Among the losses which Governor Don Fausto experienced in the time of his government, the greatest in his estimation was the death of his spouse Doña Beatriz de Aróstegui, in 1694; he loved her dearly, an affection deserved by her beauty, the many children that she had borne him, her great virtues, and sweet disposition—for which all the people loved her as the rainbow of peace, as she greatly moderated the choleric disposition of her husband. She died, this Rachel in beauty and Leah in fruitfulness, in the second year of the government of Don Fausto.[90] She was given a burial with honors in our church at Manila, and in the following year her remains were transferred to a beautiful chapel in the chancel, erected and adorned for this purpose. [This chapel contains the sculptured figure of the lady, with some Latin inscriptions, which are here omitted.] Well was this monument merited by a matron so virtuous, loved and reverenced by all for her great virtues; and her death was all the more regretted on account of her youth. The funeral honors which were solemnized for her were the most splendid ever seen in these islands (and it would be difficult to equal them in any other country, even with great expenditures); for the great abundance in these islands of wax and of the other materials for pomp which can increase the magnificence of functions of this kind, render them very easy. But this abuse is at present greatly moderated, as a result of the recent royal decree which was published that these vain parades be diminished.
[1] Francisco de Mesina was born in Messina, Sicily, in 1614; at the age of fifteen he became a Jesuit novice, and in 1643 came to the Philippines. He acted as minister at the college of Manila during one year, and then went to Camboja with a Spanish expedition who built a ship there, ministering to the Spaniards, and to the natives of the country. For two years he was rector of Silang, and more than twenty years minister to the Chinese at Santa Cruz, near Manila, becoming very proficient in their language. He was three years provincial, and was sent to Macan and Camboja by the governor “on affairs of the royal service;” and he died at Santa Cruz, October 12, 1682. (Murillo Velarde, Hist. Philipinas, fol. 354.)
[2] Spanish, almojarifazgo: export and import duties, as our modern officials would call them. This tax was first collected by the Moors in the cities and coasts of Andalucía, and afterward—in the times of St.
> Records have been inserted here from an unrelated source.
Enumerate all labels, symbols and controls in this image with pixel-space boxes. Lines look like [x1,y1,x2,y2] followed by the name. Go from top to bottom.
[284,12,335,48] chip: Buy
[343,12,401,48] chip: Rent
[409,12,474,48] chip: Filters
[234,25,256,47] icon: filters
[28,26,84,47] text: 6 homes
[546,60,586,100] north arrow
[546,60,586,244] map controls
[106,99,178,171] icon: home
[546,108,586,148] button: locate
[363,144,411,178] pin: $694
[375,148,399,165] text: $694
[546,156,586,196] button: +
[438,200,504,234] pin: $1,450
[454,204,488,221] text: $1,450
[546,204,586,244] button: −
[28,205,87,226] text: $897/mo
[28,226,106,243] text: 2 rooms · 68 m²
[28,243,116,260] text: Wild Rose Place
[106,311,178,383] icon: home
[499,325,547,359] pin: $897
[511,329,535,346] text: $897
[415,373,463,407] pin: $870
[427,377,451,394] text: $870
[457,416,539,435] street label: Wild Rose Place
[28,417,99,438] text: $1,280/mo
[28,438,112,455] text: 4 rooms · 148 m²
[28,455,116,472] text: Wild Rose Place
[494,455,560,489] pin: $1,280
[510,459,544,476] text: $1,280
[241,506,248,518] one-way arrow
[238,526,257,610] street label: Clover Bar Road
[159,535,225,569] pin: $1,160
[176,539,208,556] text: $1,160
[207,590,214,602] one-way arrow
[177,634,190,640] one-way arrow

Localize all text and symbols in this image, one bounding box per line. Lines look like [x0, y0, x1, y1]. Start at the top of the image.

Fernando, according to various authors—came to be introduced among the Christians; and they, on accepting or establishing this impost, adopted the name by which the Arabs designated it.—Fray Tirso López (editor of Diaz).
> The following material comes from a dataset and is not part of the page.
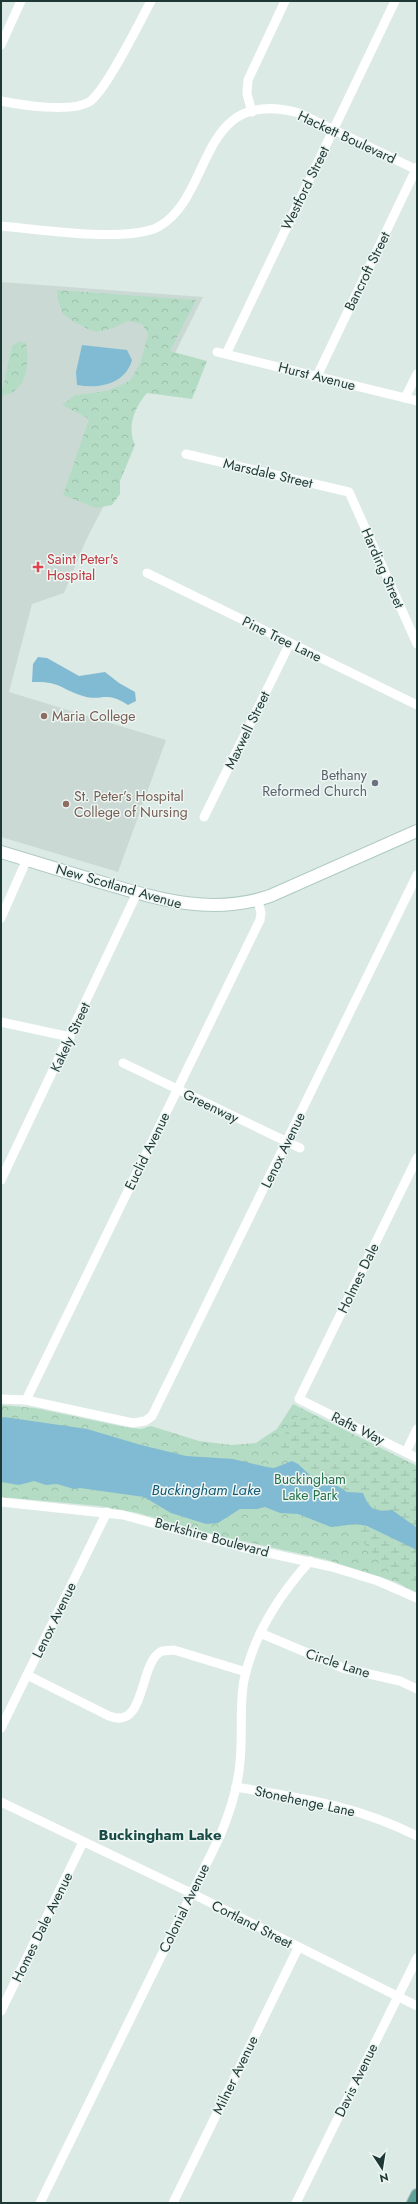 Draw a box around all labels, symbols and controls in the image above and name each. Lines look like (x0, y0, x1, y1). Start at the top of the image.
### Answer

[3] Don Francísco Xavier, in the year 1670 (Murillo Velarde, Hist. de Philipinas, fol. 300).
[4] Francisco Miedes was a native of Madrid, born about 1621; he entered the Jesuit order about 1643, and in 1643 came to the islands. During the first year he was an instructor at the college of Manila; the rest of his life was spent in the missions of Ternate and Siao. He compiled grammars and vocabularies of the dialects spoken in those islands, and performed his missionary labors with great self-sacrifice and devotion, suffering much from poverty and lack of the usual comforts of life. The hardships of this career, and his frequent austerities, broke down his strength, and he finally died at Iloilo, on June 21, 1674. (Murillo Velarde, ut supra, fol. 352 b, 353.)
Gerónimo Cebreros was born in Mexico on May 30, 1626, and at the age of twenty-three entered the Jesuit novitiate, and four years later came to the islands. He was a missionary in Ternate and Siao, and for six years the superior of those missions; afterward he labored among the Spaniards and Tagals in Luzón, and died on August 15, 1713. (Ut supra, fol. 400 b.)